Michelle Piasecki, attorney for Harris Beach, said seven more phases will follow: compliance determination; intervenor funding ($280,000 is set to come to the town and other stakeholders); a public hearing; evidentiary hearing to settle any disputes; recommended decision of Administrative Law Judges; decision by the NYS Board on Electric Generation Siting and the Environment; and construction/compliance.

Benefits to Landowners and the Town

The list of benefits on one of the presentation slides included: that solar is cost competitive; is clean, renewable energy; creates no pollution; creates jobs; provides payment in lieu of taxes to the taxing jurisdictions; supports farmers and the local economy; and preserves the land.

Chandran said one of the myths is that solar ruins the land. On the contrary, he said, the land will be available for farming even if the solar project is decommissioned in about 30 years.

Consideration of the Landscape

He said that designers are integrating an existing snowmobile trail into the site, and are keeping tree stands in place, with connections to a game trail to consider the well-being of wildlife.

Job Creation

With a $40 million investment, Chandran said the project will create 290 full-time equivalent jobs during construction and three or four permanent high-tech positions. Additional jobs will be available for routine snowplowing and mowing.

He also said that about 70 employees on farms enrolled in the program will benefit by the consistent revenue stream – payments from Excelsior Energy to the landowners.

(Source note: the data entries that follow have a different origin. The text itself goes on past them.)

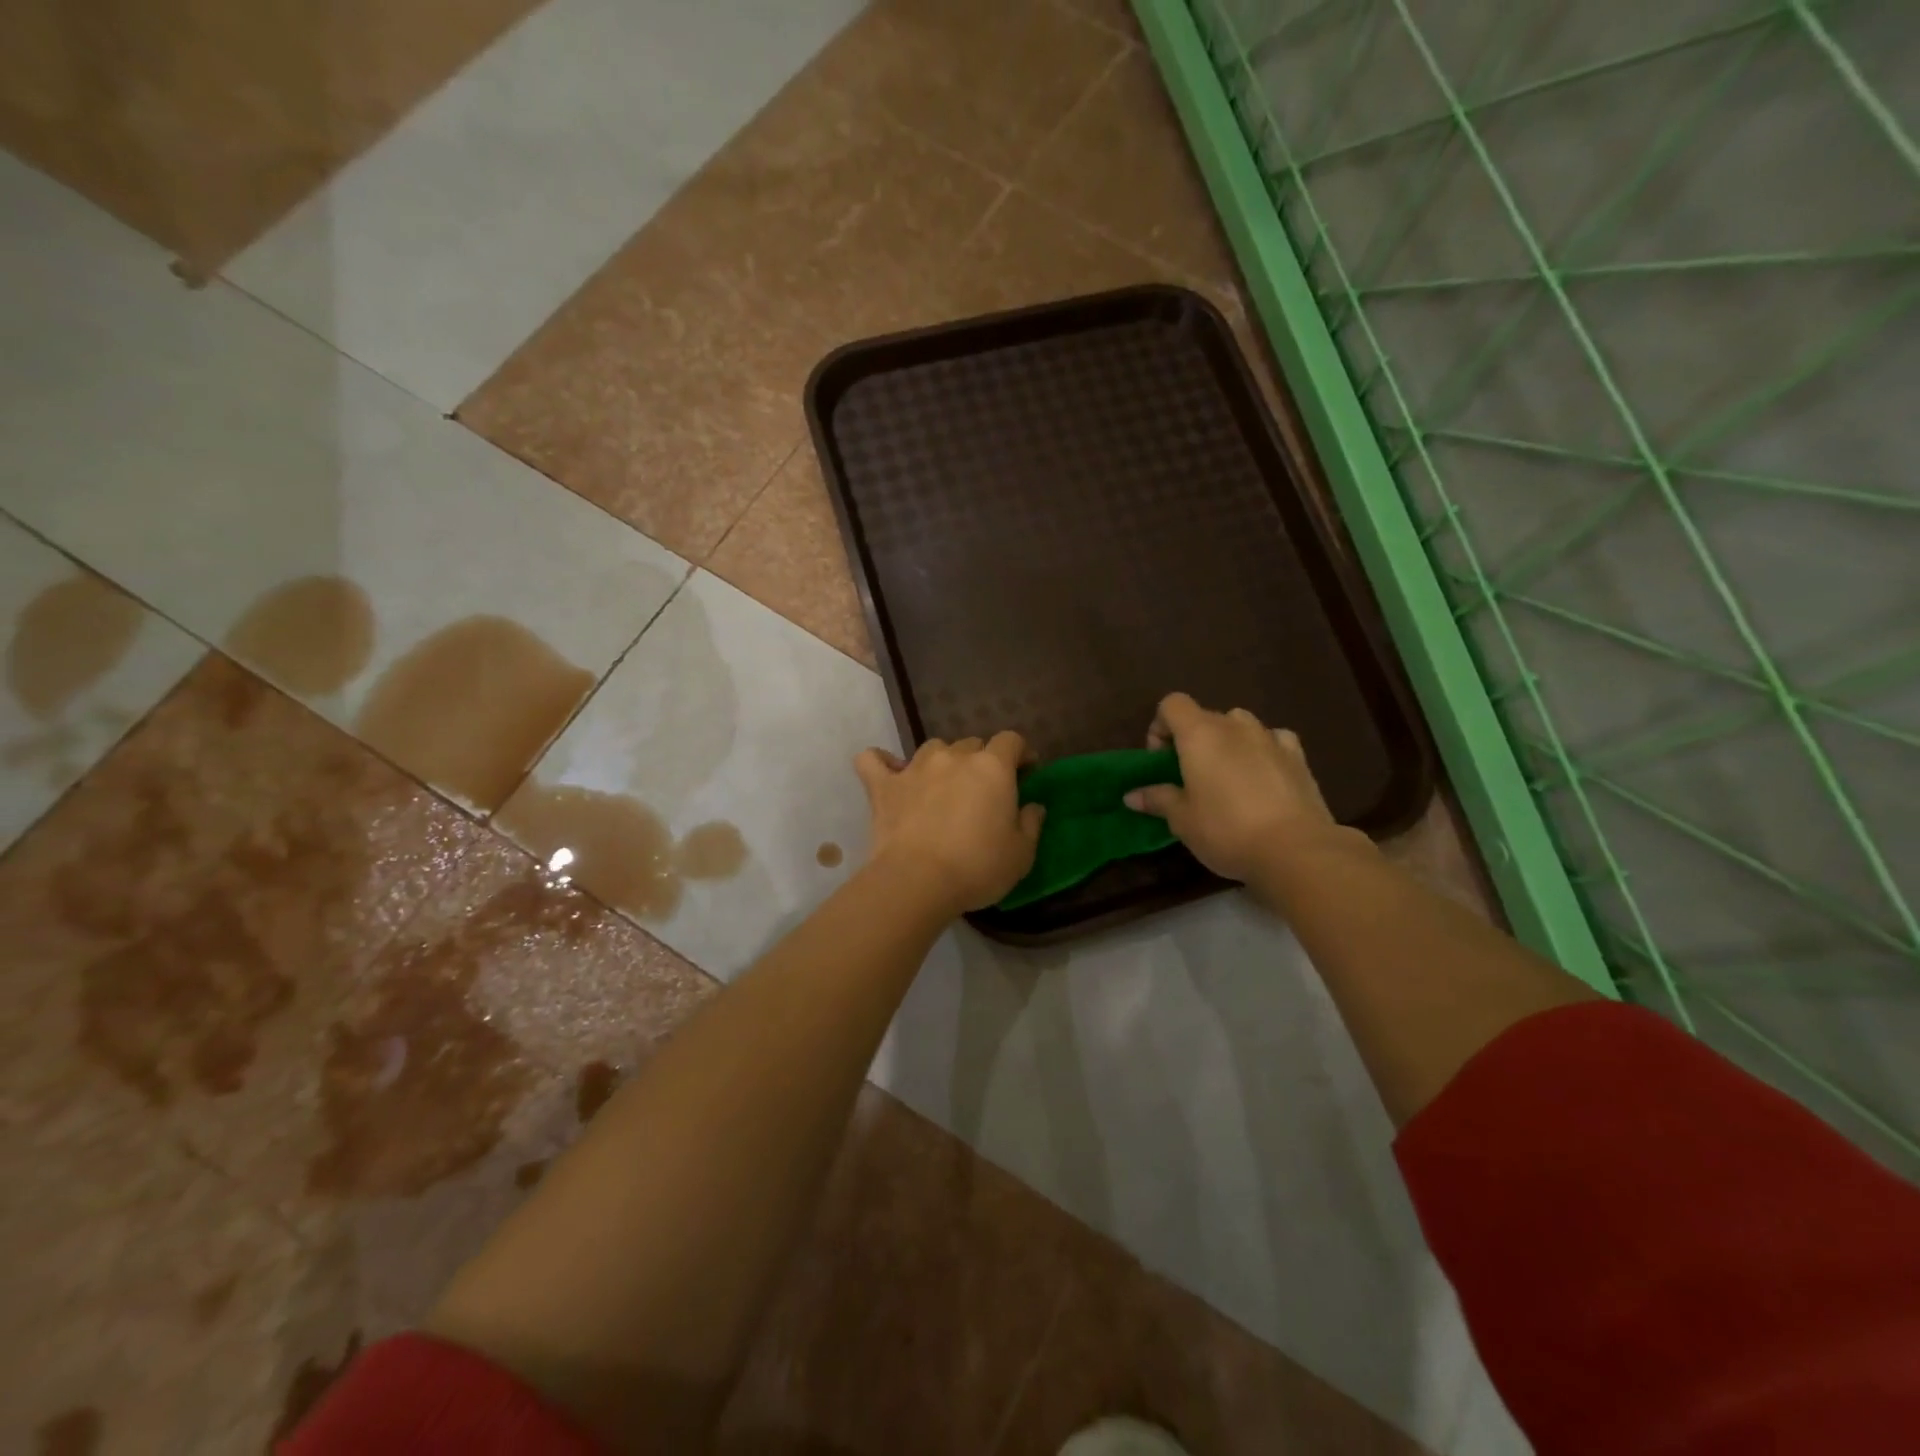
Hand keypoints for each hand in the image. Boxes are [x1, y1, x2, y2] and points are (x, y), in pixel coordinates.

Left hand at [854, 733, 1045, 914]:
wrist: (917, 881)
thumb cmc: (977, 867)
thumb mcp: (1021, 853)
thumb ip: (1031, 823)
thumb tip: (1033, 806)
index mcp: (992, 767)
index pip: (1011, 740)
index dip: (1021, 753)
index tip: (1025, 773)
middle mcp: (954, 757)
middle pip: (972, 744)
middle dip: (982, 761)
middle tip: (983, 791)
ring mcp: (915, 767)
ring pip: (933, 748)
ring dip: (942, 762)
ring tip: (942, 786)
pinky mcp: (883, 785)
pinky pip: (874, 760)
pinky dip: (882, 763)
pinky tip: (889, 773)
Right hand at [1124, 692, 1348, 884]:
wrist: (1296, 850)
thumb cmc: (1226, 830)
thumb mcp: (1182, 820)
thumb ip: (1158, 799)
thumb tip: (1132, 795)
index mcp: (1200, 734)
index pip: (1172, 704)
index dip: (1161, 727)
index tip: (1162, 761)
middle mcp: (1235, 725)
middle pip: (1205, 716)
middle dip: (1192, 740)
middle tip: (1189, 777)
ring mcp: (1270, 737)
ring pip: (1240, 725)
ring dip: (1228, 742)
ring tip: (1227, 778)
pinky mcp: (1298, 756)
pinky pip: (1273, 740)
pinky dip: (1263, 750)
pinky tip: (1263, 777)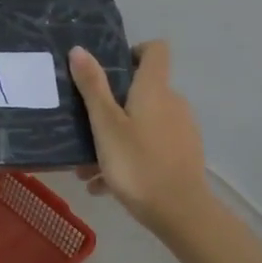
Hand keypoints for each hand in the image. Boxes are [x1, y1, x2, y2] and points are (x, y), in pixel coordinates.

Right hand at [68, 40, 212, 234]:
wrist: (180, 212)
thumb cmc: (137, 163)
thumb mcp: (105, 125)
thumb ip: (92, 87)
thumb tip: (80, 49)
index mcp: (154, 89)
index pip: (155, 50)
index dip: (133, 51)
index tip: (110, 69)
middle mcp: (172, 103)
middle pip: (142, 90)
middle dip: (111, 106)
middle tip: (84, 126)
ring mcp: (180, 130)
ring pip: (141, 123)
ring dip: (114, 138)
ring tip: (86, 168)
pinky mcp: (182, 155)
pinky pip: (149, 146)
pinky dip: (128, 157)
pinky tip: (103, 185)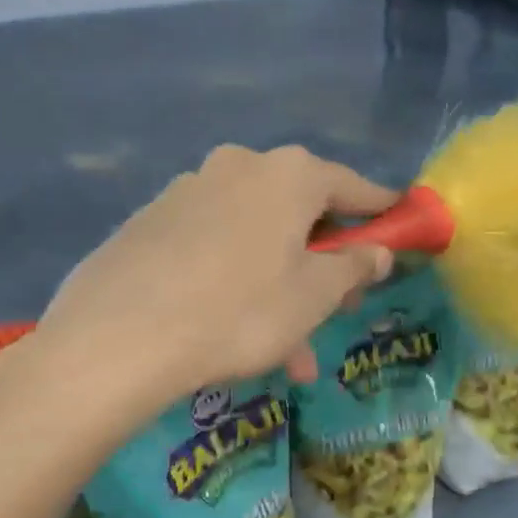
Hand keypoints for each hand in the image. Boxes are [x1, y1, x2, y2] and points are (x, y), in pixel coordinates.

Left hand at [28, 145, 397, 414]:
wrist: (118, 337)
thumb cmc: (239, 311)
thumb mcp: (314, 296)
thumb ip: (354, 267)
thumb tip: (378, 251)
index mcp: (288, 174)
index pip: (352, 185)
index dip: (381, 210)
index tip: (400, 225)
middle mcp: (240, 167)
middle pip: (300, 211)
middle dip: (322, 262)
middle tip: (335, 306)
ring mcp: (189, 190)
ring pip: (255, 237)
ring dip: (278, 285)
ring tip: (286, 351)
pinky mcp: (151, 219)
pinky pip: (213, 245)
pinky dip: (234, 280)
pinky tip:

He pointed out that about 10 percent of the prime farmland in Byron is being used.

Officials answered the following questions submitted by those participating in the open house:

About the Battery System

In case of problems with the battery storage system, emergency training will be provided to mutual aid by NextEra’s power generation division at the outset and then every year.

They said there is low risk of potential leakage or damage since high-quality products are used, and if a battery did leak, it is enclosed in a housing unit. Additionally, the company’s monitoring system features remote problem identification from its Florida headquarters.

About Solar Panel Noise, Fencing

The solar panels, made of silicon, make “subtle” noises when they rotate, and that takes place for five to 10 seconds every 10 to 15 minutes. The fencing around the perimeter will be 7-feet high, which will be lower than the trees being planted over time.

Residents were advised not to go inside the fenced in area for any reason, but to call the company phone number or a town official if something needs to be retrieved. Setback area maintenance is the responsibility of the landowners.

About Visual Simulations

Within the next several weeks, a detailed visual analysis of the layout will be made available, with and without screening, and at three different distance zones.